PUBLICATION

amer1 Regulates Zebrafish Craniofacial Development by Interacting with the Wnt/β-Catenin Pathway

Authors
Sun, L., Ping, L., Fan, X., Fan, Y., Zhang, B., Chen, X.
ID
ZDB-PUB-240123-8
Date
2024
Source
International Journal of Molecular Sciences   25(2): (Journal)
Registered Authors
Zhang, Bo
Keywords
Wnt/?-catenin pathway, amer1, cranial neural crest cells, craniofacial dysplasia
MeSH Terms
  • beta Catenin/genetics
  • Apoptosis/genetics
  • Animals
  • Quinolines*
  • Zebrafish*/genetics
  • Congenital Microtia*
  • Imides*
(all 7)
PubMed
38255806 Full text @ Int.
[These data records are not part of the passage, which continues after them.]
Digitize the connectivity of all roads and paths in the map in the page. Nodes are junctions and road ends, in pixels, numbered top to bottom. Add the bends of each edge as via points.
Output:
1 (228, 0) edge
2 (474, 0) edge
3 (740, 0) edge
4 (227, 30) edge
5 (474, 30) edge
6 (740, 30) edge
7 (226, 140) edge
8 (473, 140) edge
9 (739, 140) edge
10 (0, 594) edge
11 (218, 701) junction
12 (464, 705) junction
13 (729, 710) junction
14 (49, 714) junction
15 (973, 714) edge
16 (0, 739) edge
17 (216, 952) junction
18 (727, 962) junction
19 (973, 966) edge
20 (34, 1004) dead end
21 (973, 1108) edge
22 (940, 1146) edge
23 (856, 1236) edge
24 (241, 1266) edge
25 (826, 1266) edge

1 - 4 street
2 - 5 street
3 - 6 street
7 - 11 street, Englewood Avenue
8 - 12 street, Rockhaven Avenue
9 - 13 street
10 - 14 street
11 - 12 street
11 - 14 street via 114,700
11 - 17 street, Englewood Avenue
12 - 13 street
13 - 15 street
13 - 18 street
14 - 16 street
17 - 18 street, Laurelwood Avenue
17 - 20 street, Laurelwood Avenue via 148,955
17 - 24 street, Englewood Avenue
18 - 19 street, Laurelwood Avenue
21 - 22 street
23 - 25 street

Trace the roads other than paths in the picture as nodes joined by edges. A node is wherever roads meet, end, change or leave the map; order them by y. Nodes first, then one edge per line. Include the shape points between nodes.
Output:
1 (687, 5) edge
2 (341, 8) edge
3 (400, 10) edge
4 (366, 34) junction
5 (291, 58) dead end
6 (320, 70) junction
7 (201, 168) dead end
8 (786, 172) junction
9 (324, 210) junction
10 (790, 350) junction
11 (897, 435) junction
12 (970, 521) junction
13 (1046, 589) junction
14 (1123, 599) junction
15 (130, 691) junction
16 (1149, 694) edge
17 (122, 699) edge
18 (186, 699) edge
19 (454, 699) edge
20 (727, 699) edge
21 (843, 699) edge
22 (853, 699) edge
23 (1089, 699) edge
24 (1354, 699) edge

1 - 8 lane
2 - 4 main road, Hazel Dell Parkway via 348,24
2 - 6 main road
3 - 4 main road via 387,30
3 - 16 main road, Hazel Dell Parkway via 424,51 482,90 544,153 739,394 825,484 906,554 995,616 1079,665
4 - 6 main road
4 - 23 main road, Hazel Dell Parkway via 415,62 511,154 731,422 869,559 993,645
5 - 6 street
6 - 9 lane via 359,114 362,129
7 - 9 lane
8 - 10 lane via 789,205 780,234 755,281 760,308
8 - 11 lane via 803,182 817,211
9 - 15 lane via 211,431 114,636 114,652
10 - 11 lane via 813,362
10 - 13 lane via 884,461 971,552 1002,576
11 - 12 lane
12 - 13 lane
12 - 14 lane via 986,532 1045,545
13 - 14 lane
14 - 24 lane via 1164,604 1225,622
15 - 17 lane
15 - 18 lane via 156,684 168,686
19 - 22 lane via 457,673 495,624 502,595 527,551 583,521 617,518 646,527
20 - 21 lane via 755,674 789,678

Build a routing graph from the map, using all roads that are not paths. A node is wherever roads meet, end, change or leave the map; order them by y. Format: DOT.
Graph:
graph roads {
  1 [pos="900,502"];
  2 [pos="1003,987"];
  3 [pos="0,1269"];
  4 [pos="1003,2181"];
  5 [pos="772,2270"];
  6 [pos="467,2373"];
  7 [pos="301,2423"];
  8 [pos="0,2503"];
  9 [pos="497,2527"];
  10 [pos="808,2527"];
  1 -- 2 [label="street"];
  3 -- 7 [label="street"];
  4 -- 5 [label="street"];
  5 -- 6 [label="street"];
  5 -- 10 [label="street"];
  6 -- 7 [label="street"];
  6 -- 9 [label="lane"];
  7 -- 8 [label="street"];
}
J. Mol. Sci.
Abstract
Microtia-atresia is a rare type of congenital craniofacial malformation causing severe damage to the appearance and hearing ability of affected individuals. The genetic factors associated with microtia-atresia have not yet been determined. The AMER1 gene has been identified as potentially pathogenic for microtia-atresia in two twin families. An amer1 mosaic knockdown zebrafish model was constructed using CRISPR/Cas9. The phenotype and the development process of cranial neural crest cells of the knockdown zebrafish were examined. Components of the Wnt/β-catenin pathway were examined by qPCR, Western blotting, and immunofluorescence assay. IWR-1-endo, a reversible inhibitor of the Wnt/β-catenin pathway, was applied to rescue the abnormal phenotype. The present study showed that the development of mandibular cartilage in zebrafish was severely compromised by amer1 knockdown using CRISPR/Cas9. Specifically, amer1 knockdown was found to affect the proliferation and apoptosis of cranial neural crest cells, as well as their differentiation to chondrocytes. Mechanistically, amer1 exerted an antagonistic effect on the Wnt/β-catenin pathway. The application of IWR-1-endo could partially rescue the abnormal phenotype. We demonstrated that amer1 was essential for the craniofacial development of zebrafish by interacting with the Wnt/β-catenin pathway. These findings provide important insight into the role of amer1 in zebrafish mandibular development and the pathology of microtia-atresia caused by AMER1 gene mutations in humans.
Genes / Markers
Figures
Figure Gallery (10 images)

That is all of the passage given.